■ **Exercise requirements**
Work through the data below line by line and say how many lines hold "Победы"; give only the number.

++++ Excerpted data ++++

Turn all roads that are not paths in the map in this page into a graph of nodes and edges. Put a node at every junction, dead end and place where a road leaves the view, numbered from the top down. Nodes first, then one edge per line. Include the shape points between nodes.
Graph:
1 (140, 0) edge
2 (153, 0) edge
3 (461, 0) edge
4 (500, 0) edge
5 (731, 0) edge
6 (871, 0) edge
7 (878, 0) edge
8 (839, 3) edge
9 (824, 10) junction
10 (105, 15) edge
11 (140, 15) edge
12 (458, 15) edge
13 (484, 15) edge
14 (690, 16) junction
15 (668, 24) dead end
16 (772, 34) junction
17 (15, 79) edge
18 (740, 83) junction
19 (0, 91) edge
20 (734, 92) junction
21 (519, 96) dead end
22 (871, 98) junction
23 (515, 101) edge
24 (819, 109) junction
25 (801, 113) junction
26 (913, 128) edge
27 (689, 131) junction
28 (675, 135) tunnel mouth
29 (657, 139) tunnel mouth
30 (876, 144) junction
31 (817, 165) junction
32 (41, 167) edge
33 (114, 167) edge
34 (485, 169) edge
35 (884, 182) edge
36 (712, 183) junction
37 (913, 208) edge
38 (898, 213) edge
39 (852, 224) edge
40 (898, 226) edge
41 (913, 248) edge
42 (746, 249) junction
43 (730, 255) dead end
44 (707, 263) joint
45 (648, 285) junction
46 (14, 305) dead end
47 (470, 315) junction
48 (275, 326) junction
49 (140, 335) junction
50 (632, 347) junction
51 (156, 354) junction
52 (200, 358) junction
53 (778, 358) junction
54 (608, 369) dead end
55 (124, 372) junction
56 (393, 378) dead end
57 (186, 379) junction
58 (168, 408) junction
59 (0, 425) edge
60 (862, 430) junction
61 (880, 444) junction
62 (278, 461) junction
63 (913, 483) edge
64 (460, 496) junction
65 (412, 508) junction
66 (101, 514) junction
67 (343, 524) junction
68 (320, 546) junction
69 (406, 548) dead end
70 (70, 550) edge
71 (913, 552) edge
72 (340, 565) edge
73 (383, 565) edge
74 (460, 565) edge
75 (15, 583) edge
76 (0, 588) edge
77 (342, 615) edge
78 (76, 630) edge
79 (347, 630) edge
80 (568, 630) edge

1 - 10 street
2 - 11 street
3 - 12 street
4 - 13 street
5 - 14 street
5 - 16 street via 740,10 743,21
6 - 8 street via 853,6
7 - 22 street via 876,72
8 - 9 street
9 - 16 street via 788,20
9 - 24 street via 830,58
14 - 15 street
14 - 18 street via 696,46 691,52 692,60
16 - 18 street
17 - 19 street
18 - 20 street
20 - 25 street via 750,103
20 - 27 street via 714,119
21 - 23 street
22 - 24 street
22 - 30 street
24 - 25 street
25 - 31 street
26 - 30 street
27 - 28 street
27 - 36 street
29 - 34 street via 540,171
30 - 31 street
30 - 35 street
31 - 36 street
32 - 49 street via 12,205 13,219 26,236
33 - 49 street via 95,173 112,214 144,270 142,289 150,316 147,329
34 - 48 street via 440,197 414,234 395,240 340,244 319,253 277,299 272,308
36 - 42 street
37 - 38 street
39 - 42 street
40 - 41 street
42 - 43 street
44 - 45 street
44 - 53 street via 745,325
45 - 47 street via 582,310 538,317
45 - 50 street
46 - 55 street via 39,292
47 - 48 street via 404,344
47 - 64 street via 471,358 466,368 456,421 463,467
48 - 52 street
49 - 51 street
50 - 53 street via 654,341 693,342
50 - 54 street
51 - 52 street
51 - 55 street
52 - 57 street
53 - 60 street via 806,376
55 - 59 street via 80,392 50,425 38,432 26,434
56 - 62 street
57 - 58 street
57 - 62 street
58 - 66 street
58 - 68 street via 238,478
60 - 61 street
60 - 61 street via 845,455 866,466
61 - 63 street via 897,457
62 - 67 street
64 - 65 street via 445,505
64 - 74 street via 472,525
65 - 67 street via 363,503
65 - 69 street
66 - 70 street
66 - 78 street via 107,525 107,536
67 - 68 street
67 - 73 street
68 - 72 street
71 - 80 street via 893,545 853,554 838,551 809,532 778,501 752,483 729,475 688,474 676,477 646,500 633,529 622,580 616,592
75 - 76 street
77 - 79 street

++++
++++ Excerpted data ++++

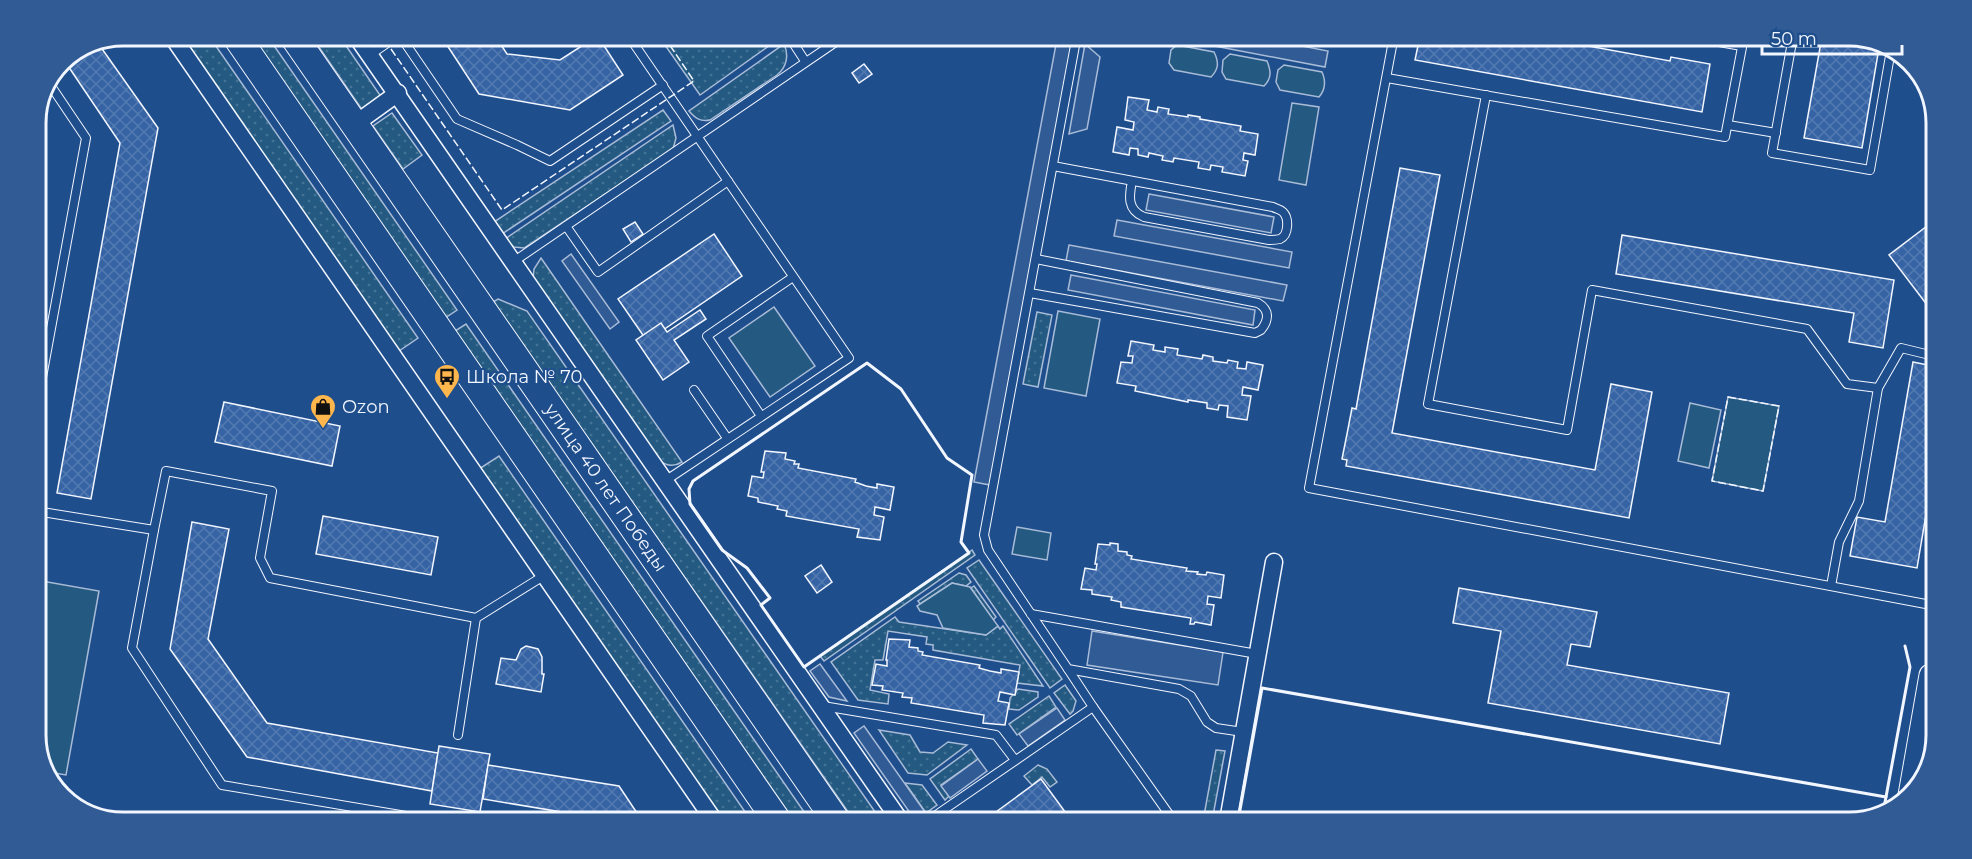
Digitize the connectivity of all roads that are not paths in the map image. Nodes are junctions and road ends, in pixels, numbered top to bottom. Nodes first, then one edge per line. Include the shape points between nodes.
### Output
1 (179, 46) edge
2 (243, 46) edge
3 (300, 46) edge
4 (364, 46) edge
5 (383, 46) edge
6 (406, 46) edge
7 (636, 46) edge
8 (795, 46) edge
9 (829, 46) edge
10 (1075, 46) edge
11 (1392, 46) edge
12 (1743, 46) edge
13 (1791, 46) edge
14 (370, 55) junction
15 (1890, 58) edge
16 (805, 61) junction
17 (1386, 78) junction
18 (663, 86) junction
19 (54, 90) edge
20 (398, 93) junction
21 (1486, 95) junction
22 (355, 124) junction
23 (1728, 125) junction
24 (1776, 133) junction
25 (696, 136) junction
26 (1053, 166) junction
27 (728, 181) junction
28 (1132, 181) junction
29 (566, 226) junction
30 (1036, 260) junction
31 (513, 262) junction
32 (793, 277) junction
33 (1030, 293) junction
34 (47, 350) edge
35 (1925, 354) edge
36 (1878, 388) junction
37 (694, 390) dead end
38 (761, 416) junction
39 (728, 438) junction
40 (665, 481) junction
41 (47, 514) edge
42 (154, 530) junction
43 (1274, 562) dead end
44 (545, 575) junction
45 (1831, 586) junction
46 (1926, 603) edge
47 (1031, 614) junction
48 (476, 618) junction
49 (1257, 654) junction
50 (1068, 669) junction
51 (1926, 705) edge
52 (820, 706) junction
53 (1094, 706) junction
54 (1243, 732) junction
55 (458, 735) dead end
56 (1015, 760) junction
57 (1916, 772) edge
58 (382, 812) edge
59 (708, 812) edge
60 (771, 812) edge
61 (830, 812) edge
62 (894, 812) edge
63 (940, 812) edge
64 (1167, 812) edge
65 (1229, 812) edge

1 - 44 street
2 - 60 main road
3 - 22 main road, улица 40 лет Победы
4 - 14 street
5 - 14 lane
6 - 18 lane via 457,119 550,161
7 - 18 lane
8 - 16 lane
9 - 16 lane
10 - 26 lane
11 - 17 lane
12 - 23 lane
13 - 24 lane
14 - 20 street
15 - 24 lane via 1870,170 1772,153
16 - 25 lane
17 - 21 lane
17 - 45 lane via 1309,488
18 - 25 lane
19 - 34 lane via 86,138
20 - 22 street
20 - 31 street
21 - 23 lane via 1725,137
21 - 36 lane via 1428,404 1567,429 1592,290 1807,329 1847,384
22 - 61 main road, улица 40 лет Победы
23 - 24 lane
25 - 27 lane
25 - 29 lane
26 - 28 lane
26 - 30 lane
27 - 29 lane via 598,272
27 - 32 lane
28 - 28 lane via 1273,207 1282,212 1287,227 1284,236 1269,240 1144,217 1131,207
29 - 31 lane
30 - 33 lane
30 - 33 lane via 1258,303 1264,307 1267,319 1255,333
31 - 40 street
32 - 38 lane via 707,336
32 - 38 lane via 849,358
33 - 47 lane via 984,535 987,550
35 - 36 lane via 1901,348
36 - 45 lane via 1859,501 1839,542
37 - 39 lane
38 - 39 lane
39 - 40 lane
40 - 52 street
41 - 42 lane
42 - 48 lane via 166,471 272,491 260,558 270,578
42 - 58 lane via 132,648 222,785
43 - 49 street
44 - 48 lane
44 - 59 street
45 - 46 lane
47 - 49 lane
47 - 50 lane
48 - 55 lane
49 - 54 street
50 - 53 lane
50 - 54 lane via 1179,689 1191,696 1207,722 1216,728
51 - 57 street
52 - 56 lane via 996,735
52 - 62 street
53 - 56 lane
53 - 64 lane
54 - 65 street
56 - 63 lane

++++

■ **Answer section**
2